There is a simple solution to high employee turnover: 28% of workers have indicated that they would stay on their job longer if trust was fostered within the organization and transparency was the norm. This is one of the most important reasons behind why trust matters in the workplace.
How to Foster Trust in the Workplace
These are a few ways that you can focus on creating a positive environment in a company and foster trust successfully.
Sustain and Maintain it
You cannot expect employees to trust you right off the bat just because you think the work environment is affable. The most important thing that makes employees trust employers fully is when they adopt the same values that they preach. You cannot expect to come in at late hours, behave inappropriately with female employees, and tell others not to engage in that same behavior.
Tell the Truth
Be open with your employees when something is going wrong in the business instead of giving them the cold shoulder, or lashing out at them, or telling them what they want to hear instead of the truth. Telling them the truth about all matters of business, compensation, and procedures will make them more invested in the company. Truth-telling doesn’t mean brutal honesty; be compassionate and accommodating to people’s feelings.

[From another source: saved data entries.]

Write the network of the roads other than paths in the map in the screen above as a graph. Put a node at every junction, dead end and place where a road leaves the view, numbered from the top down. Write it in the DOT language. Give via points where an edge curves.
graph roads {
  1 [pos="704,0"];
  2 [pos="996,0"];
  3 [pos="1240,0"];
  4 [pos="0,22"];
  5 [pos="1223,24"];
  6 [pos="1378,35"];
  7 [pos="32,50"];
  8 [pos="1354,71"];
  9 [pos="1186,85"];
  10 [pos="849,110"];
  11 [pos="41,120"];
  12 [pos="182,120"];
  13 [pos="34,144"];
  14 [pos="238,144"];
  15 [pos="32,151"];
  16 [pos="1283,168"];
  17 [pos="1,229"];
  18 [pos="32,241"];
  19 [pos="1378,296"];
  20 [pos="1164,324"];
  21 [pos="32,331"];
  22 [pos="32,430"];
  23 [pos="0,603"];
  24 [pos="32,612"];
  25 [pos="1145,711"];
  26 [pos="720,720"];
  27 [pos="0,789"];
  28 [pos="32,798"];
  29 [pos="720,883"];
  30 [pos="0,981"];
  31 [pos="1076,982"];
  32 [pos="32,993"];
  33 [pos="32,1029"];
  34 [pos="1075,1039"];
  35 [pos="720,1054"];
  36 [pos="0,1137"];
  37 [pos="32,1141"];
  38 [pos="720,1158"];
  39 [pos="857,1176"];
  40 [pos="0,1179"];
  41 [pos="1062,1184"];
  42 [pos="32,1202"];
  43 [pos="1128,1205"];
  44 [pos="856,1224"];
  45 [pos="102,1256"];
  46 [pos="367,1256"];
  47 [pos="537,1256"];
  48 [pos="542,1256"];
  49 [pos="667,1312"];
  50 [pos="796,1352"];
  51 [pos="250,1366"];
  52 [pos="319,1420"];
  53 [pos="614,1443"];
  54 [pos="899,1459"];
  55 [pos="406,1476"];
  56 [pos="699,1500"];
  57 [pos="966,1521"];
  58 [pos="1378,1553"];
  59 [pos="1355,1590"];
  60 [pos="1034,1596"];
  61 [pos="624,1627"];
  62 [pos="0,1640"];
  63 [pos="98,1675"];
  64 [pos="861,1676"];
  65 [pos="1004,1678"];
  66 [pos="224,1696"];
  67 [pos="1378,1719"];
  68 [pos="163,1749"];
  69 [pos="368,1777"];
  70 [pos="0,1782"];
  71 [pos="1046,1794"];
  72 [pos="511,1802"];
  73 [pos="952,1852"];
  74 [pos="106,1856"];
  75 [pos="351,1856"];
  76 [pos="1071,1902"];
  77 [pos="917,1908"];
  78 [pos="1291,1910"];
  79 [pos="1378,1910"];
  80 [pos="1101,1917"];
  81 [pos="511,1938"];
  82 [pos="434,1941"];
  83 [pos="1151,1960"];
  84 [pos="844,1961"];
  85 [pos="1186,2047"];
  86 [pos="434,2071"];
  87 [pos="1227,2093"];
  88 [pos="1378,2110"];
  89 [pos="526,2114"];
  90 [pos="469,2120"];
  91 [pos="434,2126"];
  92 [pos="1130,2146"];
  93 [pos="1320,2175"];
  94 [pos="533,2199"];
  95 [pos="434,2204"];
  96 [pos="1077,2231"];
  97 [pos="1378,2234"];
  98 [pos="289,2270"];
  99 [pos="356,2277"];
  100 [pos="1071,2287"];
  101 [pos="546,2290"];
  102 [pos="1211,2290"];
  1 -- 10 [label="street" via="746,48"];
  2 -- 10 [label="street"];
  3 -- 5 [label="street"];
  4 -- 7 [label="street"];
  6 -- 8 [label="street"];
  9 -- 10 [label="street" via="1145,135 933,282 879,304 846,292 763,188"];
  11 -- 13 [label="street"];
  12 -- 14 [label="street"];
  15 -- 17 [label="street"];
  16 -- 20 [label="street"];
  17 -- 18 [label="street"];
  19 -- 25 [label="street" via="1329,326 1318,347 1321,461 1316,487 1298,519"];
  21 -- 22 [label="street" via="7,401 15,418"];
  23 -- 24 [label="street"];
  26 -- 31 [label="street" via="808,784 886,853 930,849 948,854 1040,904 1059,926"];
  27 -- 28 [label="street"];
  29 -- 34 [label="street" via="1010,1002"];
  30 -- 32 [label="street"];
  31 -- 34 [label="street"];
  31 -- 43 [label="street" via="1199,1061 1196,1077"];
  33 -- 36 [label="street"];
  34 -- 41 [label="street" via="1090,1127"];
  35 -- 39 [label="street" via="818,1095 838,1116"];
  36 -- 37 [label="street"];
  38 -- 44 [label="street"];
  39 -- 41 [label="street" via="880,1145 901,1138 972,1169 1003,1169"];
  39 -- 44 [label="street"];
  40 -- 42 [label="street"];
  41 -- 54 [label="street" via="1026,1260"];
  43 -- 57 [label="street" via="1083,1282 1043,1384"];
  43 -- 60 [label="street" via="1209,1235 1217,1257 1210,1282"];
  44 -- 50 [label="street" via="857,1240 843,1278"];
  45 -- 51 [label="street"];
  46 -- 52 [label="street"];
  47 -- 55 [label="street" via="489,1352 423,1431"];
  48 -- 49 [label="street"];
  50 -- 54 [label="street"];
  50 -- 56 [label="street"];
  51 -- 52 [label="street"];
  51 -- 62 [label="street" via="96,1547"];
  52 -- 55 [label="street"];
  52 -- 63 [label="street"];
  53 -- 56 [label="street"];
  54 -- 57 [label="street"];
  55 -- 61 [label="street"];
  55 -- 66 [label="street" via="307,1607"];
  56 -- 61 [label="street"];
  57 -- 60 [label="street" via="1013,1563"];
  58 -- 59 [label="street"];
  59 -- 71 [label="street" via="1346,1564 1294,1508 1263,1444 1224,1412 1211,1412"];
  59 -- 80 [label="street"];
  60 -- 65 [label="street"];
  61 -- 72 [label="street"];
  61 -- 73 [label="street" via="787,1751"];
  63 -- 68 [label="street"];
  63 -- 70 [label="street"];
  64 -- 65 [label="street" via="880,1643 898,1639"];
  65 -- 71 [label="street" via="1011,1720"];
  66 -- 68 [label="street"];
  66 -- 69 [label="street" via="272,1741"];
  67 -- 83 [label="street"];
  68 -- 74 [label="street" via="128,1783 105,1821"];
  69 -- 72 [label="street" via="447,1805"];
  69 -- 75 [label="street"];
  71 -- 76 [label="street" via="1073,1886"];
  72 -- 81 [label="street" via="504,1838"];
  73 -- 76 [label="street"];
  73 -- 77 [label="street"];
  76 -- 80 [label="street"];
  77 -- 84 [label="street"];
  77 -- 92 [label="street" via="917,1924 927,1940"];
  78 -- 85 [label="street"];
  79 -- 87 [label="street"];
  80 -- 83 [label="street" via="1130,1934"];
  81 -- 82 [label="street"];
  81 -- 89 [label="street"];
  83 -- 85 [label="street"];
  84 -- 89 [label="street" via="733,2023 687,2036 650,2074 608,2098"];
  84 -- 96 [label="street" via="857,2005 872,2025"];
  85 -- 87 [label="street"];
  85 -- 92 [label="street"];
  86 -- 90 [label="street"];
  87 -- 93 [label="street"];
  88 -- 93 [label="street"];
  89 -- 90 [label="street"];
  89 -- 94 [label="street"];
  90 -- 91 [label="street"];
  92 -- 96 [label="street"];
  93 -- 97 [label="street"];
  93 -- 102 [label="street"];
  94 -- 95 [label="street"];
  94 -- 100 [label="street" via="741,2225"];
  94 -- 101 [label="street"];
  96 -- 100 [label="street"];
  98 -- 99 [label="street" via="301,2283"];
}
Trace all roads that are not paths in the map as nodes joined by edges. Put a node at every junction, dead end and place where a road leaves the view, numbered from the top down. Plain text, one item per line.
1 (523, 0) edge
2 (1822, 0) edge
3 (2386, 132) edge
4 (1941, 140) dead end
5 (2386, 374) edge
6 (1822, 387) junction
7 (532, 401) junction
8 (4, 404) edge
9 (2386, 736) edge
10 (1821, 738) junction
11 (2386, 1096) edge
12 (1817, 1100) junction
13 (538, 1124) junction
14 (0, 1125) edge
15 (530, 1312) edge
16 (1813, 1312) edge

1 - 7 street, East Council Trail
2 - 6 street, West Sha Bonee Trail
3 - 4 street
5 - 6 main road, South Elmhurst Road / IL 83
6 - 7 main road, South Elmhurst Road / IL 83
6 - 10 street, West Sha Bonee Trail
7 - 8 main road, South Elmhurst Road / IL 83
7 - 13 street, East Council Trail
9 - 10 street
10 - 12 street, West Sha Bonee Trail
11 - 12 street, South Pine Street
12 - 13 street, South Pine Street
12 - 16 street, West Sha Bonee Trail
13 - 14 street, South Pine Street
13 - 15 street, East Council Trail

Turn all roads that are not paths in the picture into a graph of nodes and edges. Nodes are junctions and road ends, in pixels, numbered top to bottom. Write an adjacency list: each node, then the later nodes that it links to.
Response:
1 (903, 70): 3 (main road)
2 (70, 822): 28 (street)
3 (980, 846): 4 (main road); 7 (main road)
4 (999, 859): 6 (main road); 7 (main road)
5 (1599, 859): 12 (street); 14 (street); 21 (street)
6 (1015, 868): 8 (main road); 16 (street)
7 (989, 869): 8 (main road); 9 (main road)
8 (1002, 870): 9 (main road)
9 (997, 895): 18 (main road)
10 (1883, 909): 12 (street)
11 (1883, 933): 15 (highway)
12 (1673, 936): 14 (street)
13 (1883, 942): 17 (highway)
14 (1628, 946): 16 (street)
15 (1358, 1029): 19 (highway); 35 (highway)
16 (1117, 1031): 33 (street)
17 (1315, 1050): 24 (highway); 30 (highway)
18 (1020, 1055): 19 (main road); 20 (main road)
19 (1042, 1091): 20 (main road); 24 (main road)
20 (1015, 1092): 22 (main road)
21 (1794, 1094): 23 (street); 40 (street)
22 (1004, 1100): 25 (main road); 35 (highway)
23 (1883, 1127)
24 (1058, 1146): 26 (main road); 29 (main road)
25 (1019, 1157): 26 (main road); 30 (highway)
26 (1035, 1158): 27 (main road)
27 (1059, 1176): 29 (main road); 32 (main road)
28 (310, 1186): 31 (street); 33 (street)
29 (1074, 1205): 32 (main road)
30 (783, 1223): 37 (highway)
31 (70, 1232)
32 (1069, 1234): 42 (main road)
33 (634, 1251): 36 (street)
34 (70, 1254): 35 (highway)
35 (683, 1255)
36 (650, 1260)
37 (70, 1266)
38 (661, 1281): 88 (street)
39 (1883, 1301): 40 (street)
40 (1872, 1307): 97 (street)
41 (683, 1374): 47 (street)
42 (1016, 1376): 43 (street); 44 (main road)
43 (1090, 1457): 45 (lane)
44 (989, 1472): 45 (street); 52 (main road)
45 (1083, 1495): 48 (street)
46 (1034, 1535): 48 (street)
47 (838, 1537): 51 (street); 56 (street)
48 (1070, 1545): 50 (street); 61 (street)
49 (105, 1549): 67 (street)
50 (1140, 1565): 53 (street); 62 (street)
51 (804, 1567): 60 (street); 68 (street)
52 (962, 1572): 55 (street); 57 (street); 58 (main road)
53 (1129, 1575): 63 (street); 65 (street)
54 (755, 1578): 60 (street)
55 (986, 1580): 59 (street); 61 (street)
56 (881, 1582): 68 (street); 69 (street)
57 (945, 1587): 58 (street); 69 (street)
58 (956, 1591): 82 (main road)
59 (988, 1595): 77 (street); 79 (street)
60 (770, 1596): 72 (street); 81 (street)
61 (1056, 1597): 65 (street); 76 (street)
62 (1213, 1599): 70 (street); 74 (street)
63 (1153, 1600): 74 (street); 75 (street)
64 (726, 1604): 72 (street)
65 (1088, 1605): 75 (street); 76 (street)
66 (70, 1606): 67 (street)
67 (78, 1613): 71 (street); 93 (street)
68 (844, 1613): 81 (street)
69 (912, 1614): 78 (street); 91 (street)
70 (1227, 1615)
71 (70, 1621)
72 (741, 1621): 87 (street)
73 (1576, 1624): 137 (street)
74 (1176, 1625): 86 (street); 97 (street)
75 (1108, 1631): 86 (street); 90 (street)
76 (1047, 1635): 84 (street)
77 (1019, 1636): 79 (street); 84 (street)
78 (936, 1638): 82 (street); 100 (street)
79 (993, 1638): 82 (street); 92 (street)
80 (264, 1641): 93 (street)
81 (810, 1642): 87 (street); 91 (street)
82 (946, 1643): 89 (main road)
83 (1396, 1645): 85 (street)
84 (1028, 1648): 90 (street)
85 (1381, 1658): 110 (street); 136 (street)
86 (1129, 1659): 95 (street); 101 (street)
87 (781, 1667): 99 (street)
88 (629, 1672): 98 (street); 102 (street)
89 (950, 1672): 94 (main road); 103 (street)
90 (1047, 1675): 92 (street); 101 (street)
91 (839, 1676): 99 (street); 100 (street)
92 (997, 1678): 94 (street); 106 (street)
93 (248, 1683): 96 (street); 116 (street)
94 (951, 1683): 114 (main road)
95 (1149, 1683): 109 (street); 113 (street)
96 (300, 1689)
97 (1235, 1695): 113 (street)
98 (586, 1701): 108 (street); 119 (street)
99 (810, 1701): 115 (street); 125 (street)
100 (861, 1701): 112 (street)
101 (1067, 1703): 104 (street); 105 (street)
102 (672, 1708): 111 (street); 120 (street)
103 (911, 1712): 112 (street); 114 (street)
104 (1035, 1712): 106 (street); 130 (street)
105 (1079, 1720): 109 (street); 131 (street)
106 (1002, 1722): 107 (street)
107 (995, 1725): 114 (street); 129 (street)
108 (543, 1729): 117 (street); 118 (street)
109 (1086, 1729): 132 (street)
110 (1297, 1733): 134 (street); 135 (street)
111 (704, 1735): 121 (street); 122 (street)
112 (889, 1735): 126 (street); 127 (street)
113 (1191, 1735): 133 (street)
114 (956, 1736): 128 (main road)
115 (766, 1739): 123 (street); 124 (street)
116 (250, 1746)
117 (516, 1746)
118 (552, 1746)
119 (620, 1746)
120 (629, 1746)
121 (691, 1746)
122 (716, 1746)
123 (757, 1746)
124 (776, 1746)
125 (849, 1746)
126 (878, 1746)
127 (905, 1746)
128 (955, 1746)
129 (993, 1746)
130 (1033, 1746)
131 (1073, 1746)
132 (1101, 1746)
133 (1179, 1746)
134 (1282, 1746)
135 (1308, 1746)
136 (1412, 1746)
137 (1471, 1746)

Many people think that leaders are always the talkers in the room, all eyes on them, rapt with attention. This couldn’t be further from the truth. Any company wanting to foster trust should have leaders who actively listen, and employees who actively speak. Having constructive dialogue, holding feedback meetings, and giving or taking critiques are extremely important in creating trust in the workplace.
While adapting to changes in the business, make sure that the importance attached to trust is always maintained. Consistently keeping promises and rewarding employees for good work will help create trust in the business.
In the end, the question of why trust matters in the workplace covers extensive possibilities. If you consider a few examples of business giants adopting policies that increase productivity, you will be able to realize how important it is for the growth of any organization. Trust in the workplace fosters sustainable, beneficial working relationships, an environment of positivity, and is a financially viable initiative as well.